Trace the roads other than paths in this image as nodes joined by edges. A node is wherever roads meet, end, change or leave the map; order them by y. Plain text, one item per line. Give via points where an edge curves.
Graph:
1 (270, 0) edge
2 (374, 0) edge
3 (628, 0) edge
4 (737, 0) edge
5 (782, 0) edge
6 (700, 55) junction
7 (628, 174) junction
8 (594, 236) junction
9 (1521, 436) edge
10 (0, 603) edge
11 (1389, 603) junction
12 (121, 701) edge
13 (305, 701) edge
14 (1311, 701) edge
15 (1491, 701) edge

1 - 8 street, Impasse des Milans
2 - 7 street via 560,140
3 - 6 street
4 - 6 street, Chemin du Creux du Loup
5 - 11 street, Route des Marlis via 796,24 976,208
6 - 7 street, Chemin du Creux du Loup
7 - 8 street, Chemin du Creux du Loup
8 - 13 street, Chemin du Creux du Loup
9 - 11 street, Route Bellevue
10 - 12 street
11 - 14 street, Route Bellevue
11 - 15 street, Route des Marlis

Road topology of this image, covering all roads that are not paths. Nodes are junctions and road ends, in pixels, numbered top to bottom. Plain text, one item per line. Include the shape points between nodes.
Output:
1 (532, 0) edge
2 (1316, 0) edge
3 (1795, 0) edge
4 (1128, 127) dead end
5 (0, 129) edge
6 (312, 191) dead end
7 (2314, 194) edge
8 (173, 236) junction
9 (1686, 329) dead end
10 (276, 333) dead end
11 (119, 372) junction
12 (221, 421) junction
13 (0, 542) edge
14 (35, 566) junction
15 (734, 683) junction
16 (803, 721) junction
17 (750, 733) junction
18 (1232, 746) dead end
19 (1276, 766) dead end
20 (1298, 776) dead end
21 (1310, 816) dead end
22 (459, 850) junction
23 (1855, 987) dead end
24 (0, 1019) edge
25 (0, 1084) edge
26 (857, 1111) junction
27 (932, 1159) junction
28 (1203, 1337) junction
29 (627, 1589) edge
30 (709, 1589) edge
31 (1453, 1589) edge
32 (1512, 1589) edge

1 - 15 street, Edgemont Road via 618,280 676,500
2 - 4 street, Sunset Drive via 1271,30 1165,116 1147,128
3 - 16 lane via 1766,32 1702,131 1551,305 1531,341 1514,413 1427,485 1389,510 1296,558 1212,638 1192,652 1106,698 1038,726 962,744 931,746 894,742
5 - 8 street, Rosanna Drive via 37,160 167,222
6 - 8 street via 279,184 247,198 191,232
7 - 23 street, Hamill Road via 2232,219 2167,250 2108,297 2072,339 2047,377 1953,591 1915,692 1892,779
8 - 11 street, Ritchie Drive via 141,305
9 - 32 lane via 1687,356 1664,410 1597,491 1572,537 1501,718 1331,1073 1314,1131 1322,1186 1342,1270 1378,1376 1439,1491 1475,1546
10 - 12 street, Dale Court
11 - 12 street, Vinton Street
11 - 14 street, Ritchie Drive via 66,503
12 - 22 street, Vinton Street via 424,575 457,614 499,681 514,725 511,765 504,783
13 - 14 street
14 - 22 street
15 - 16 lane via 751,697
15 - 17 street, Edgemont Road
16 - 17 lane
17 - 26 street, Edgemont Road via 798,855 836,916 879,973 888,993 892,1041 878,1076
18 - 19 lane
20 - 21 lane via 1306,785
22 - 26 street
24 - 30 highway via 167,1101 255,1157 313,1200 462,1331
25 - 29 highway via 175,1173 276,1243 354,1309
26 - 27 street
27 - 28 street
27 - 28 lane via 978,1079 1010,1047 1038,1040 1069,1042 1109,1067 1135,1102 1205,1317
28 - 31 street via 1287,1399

---------------

- To do
Write out the records exactly, starting at the first line and stopping after the line that contains "Road topology of".

- Exercise result
Trace the roads other than paths in this image as nodes joined by edges. A node is wherever roads meet, end, change or leave the map; order them by y. Plain text, one item per line. Give via points where an edge curves.
Graph:
1 (270, 0) edge
2 (374, 0) edge
3 (628, 0) edge
4 (737, 0) edge
5 (782, 0) edge
6 (700, 55) junction
7 (628, 174) junction
8 (594, 236) junction
9 (1521, 436) edge
10 (0, 603) edge
11 (1389, 603) junction
12 (121, 701) edge
13 (305, 701) edge
14 (1311, 701) edge
15 (1491, 701) edge

1 - 8 street, Impasse des Milans
2 - 7 street via 560,140
3 - 6 street
4 - 6 street, Chemin du Creux du Loup
5 - 11 street, Route des Marlis via 796,24 976,208
6 - 7 street, Chemin du Creux du Loup
7 - 8 street, Chemin du Creux du Loup
8 - 13 street, Chemin du Creux du Loup
9 - 11 street, Route Bellevue
10 - 12 street
11 - 14 street, Route Bellevue
11 - 15 street, Route des Marlis

Road topology of this image, covering all roads that are not paths. Nodes are junctions and road ends, in pixels, numbered top to bottom. Plain text, one item per line. Include the shape points between nodes.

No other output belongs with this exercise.